Adding a dunder to an object

Sunday 5 June 2022

We had a tricky debugging need at work: we wanted to track how an attribute on an object was changing. Here’s the unusual solution we used.

The __setattr__ special method (dunder) is called when an attribute is changed on an object. But like all special methods, it’s not found on the object, only on the class. We didn’t want to track changes to all objects of the class because it would produce too much noise in the logs.

So we wanted a per-object special method. The way we came up with was to define a new class with the special method. The class is derived from the object’s existing class, so that everything would work the way it should. Then we changed the object’s class.

Changing an object’s class sounds kind of impossible, but since in Python everything happens at run-time, you can just assign a new class to obj.__class__, and now that is the object’s class.

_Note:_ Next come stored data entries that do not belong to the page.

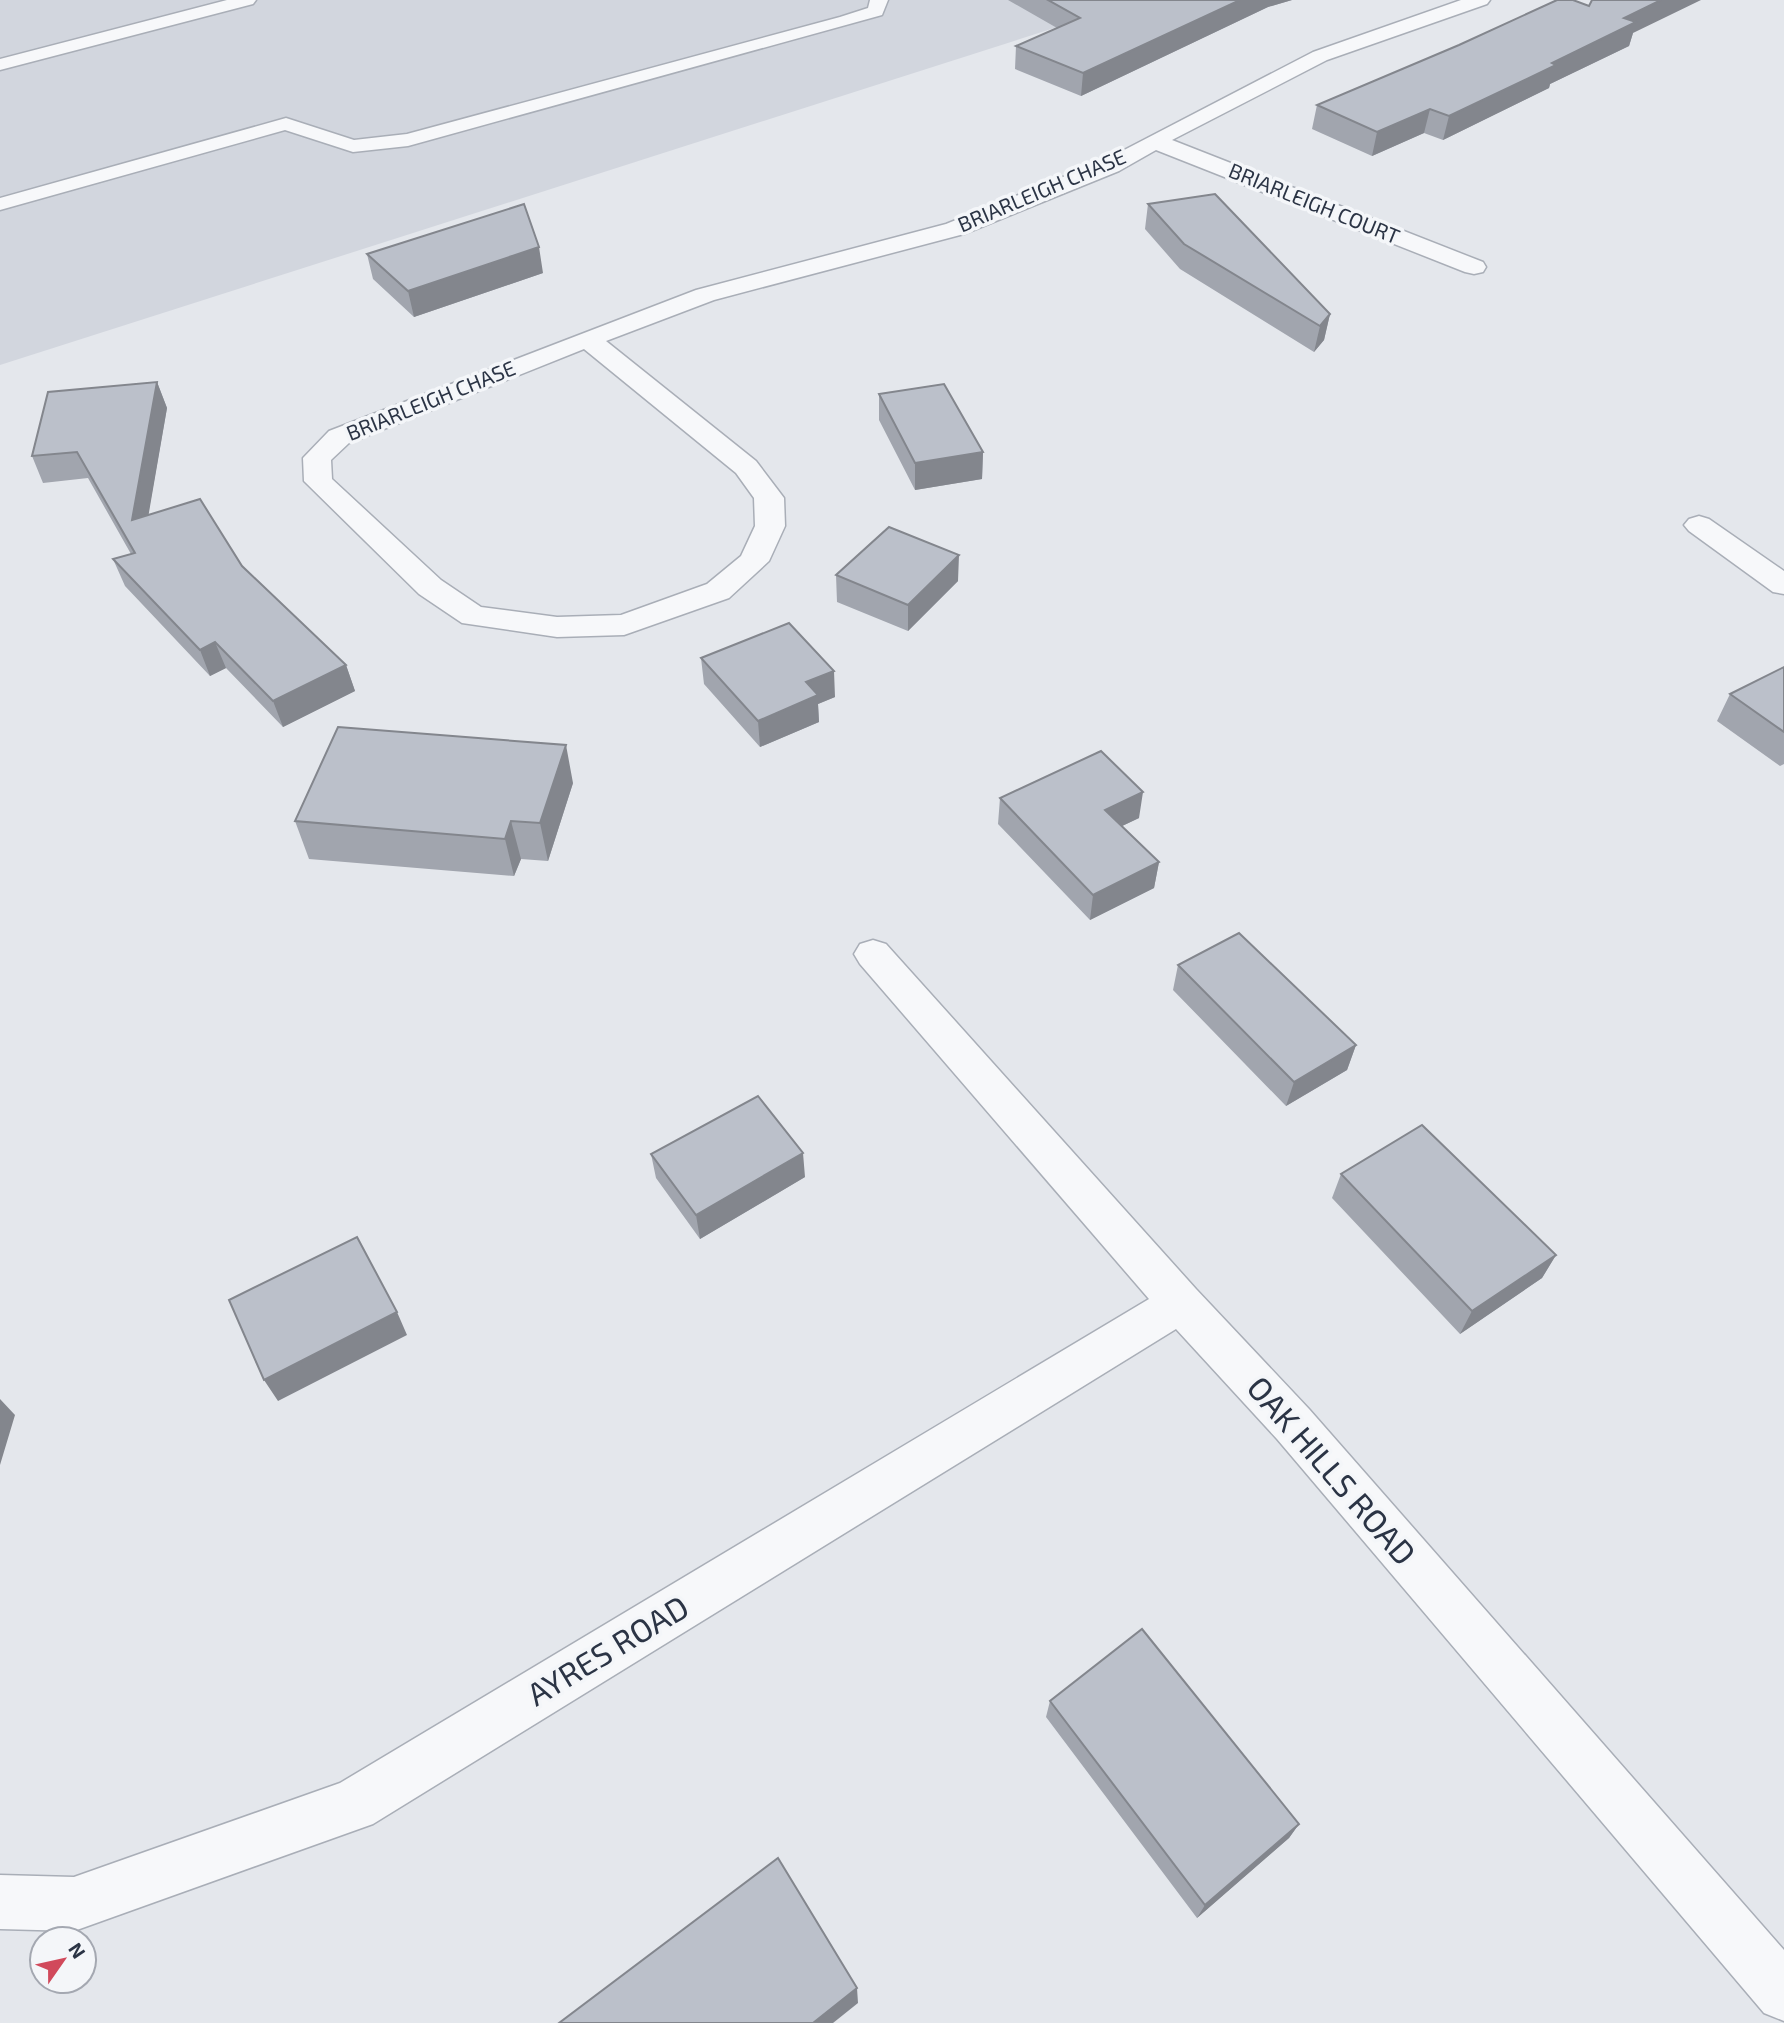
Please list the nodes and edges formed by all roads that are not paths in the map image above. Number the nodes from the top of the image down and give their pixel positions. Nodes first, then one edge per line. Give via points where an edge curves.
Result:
1 (247, 0) edge
2 (879, 0) edge
3 (1480, 0) edge
4 (0, 65) edge
5 (1154, 141) junction
6 (0, 204) edge
7 (1474, 267) dead end
8 (587, 339) junction
9 (1699, 525) dead end
10 (1784, 585) edge
11 (873, 954) dead end
12 (1180, 1303) junction
13 (0, 1902) edge
14 (1784, 1993) edge

1 - 4 lane
2 - 6 lane via 876,11 846,21 408,140 353,146 286,124
3 - 5 street, BRIARLEIGH CHASE via 1320,56
5 - 7 street, BRIARLEIGH COURT
5 - 8 street, BRIARLEIGH CHASE via 1111,166 955,229 705,295
8 - 8 street, BRIARLEIGH CHASE via 339,437 317,458 318,481 430,587 473,617 557,627 624,625 718,590 754,561 771,526 769,498 746,467
9 - 10 street
11 - 12 street, OAK HILLS ROAD
12 - 13 street, AYRES ROAD via 354,1805 74,1904
12 - 14 street, OAK HILLS ROAD via 1293,1424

Here’s the code, simplified:

>>> class SomeObject:
...     ...

>>> class Nothing:
...     """Just to get a nice repr for Nothing."""
...     def __repr__(self):
...         return "<Nothing>"

>>> obj = SomeObject()
>>> obj.attr = "first"
>>> obj.attr

>>> def spy_on_changes(obj):
...     """Tweak an object to show attributes changing."""
...     class Wrapper(obj.__class__):
...         def __setattr__(self, name, value):
...             old = getattr(self, name, Nothing())
...             print(f"Spy: {name}{old!r} -> {value!r}")
...             return super().__setattr__(name, value)
...     obj.__class__ = Wrapper

>>> spy_on_changes(obj)
>>> obj.attr = "second"
Spy: attr: 'first' -> 'second'

>>> obj.attr

>>> obj.another = 'foo'
Spy: another: <Nothing> -> 'foo'

One more detail: the Nothing class lets us use repr() to show an object but also get a nice message if there wasn’t a value before.

The real code was more involved, and showed what code was changing the attribute. This is extreme, but helped us debug a problem. As I said in Machete-mode Debugging, Python’s dynamic nature can get us into trouble, so we might as well use it to get us out of trouble.